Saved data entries

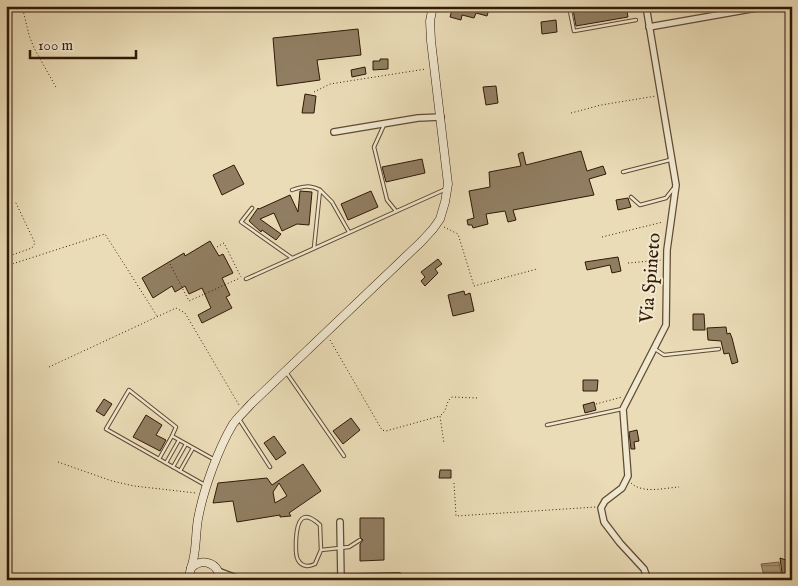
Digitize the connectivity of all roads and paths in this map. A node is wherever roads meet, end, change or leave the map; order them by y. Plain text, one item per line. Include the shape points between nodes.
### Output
1 (22, 6) edge
2 (433, 6) edge
3 (569, 6) edge
4 (646, 6) edge
5 (768, 6) edge
6 (636, 20) dead end
7 (649, 27) junction
8 (434, 67) junction
9 (57, 89) dead end
10 (314, 92) dead end
11 (661, 95) junction
12 (571, 113) dead end
13 (441, 117) junction
14 (384, 124) junction
15 (334, 132) dead end
16 (672, 159) junction
17 (623, 172) dead end
18 (676, 185) junction
19 (448, 189) junction
20 (292, 190) dead end
21 (320, 190) junction
22 (632, 197) dead end
23 (15, 201) dead end
24 (252, 208) dead end
25 (396, 211) junction
26 (671, 220) junction
27 (437, 224) junction
28 (349, 232) junction
29 (602, 237) dead end
30 (217, 246) dead end
31 (314, 248) junction
32 (6, 257) edge
33 (292, 258) junction
34 (667, 259) junction
35 (628, 263) dead end
36 (170, 264) dead end
37 (6, 266) edge
38 (537, 269) dead end
39 (241, 278) junction
40 (246, 279) joint
41 (157, 317) junction
42 (326, 333) junction
43 (654, 348) junction
44 (719, 349) dead end
45 (49, 367) dead end
46 (286, 371) junction
47 (630, 395) junction
48 (477, 398) dead end
49 (596, 404) dead end
50 (623, 409) junction
51 (241, 415) junction
52 (440, 416) junction
53 (547, 425) dead end
54 (172, 436) junction
55 (179, 440) junction
56 (186, 444) junction
57 (444, 444) dead end
58 (193, 448) junction
59 (344, 456) dead end
60 (158, 459) junction
61 (216, 461) junction
62 (58, 462) dead end
63 (166, 463) junction
64 (173, 467) junction
65 (270, 467) dead end
66 (180, 471) junction
67 (628, 476) junction
68 (454, 483) dead end
69 (679, 487) dead end
70 (206, 490) junction
71 (601, 508) junction
72 (340, 522) dead end
73 (360, 540) dead end
74 (196, 544) junction
75 (341, 548) junction
76 (321, 550) junction
77 (208, 562) junction
78 (191, 568) junction
79 (218, 571) junction
80 (398, 576) dead end
81 (237, 579) edge
82 (318, 579) edge
83 (341, 579) edge
84 (188, 580) edge
85 (220, 580) edge
86 (648, 580) edge

1 - 9 path via 34,48
2 - 8 main road via 430,27
3 - 6 lane via 574,31
4 - 7 street, Via Spineto
5 - 7 street
7 - 11 street, Via Spineto
8 - 10 path via 330,84
8 - 13 main road
11 - 12 path
11 - 16 street, Via Spineto
13 - 14 street
13 - 19 main road
14 - 15 street
14 - 25 lane via 374,148 387,200
16 - 17 lane
16 - 18 street, Via Spineto
18 - 22 lane via 666,198 640,205
18 - 26 street, Via Spineto
19 - 25 lane
19 - 27 main road
20 - 21 lane via 312,186
21 - 28 lane via 332,202
21 - 31 lane
23 - 32 path via 35,243 32,248
24 - 33 lane via 241,222
25 - 28 lane
26 - 29 path
26 - 34 street, Via Spineto
27 - 38 path via 458,234 474,286
27 - 42 main road
28 - 31 lane
30 - 39 path via 224,242
31 - 33 lane
33 - 40 lane
34 - 35 path
34 - 43 street, Via Spineto via 666,326
36 - 39 path via 189,301
37 - 41 path via 106,234
39 - 40 path
41 - 45 path
41 - 51 path via 176,308 185,313
42 - 46 main road
42 - 52 path via 382,430
43 - 44 lane via 664,355
43 - 47 street, Via Spineto
46 - 51 main road
46 - 59 lane
47 - 49 path
47 - 50 street, Via Spineto
48 - 52 path via 452,397
50 - 53 lane
50 - 67 street
51 - 61 main road
51 - 65 lane
52 - 57 path
54 - 55 lane
54 - 60 lane
54 - 60 lane via 176,428 129,390 106,428
55 - 56 lane
55 - 63 lane
56 - 58 lane
56 - 64 lane
58 - 61 lane
58 - 66 lane
60 - 63 lane
61 - 70 main road
62 - 70 path via 134,486
63 - 64 lane
64 - 66 lane
66 - 70 lane
67 - 69 path via 636,488
67 - 71 street via 622,488
68 - 71 path via 456,516
70 - 74 main road
71 - 86 street via 604,522 644,569
72 - 75 street
73 - 75 lane via 350,547
74 - 77 main road
74 - 78 main road
75 - 76 lane
75 - 83 street
76 - 76 lane via 315,564 308,567 297,560 296,526 300,520 312,518 320,525
77 - 78 main road via 199,562
77 - 79 main road
78 - 84 main road
79 - 81 street
79 - 85 main road
80 - 83 street
81 - 82 street
82 - 83 street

Instructions for the task | Look through the records and gather each line with the word "Spineto".

Solution |
4 - 7 street, Via Spineto
7 - 11 street, Via Spineto
11 - 16 street, Via Spineto
16 - 18 street, Via Spineto
18 - 26 street, Via Spineto
26 - 34 street, Via Spineto
34 - 43 street, Via Spineto via 666,326
43 - 47 street, Via Spineto
47 - 50 street, Via Spineto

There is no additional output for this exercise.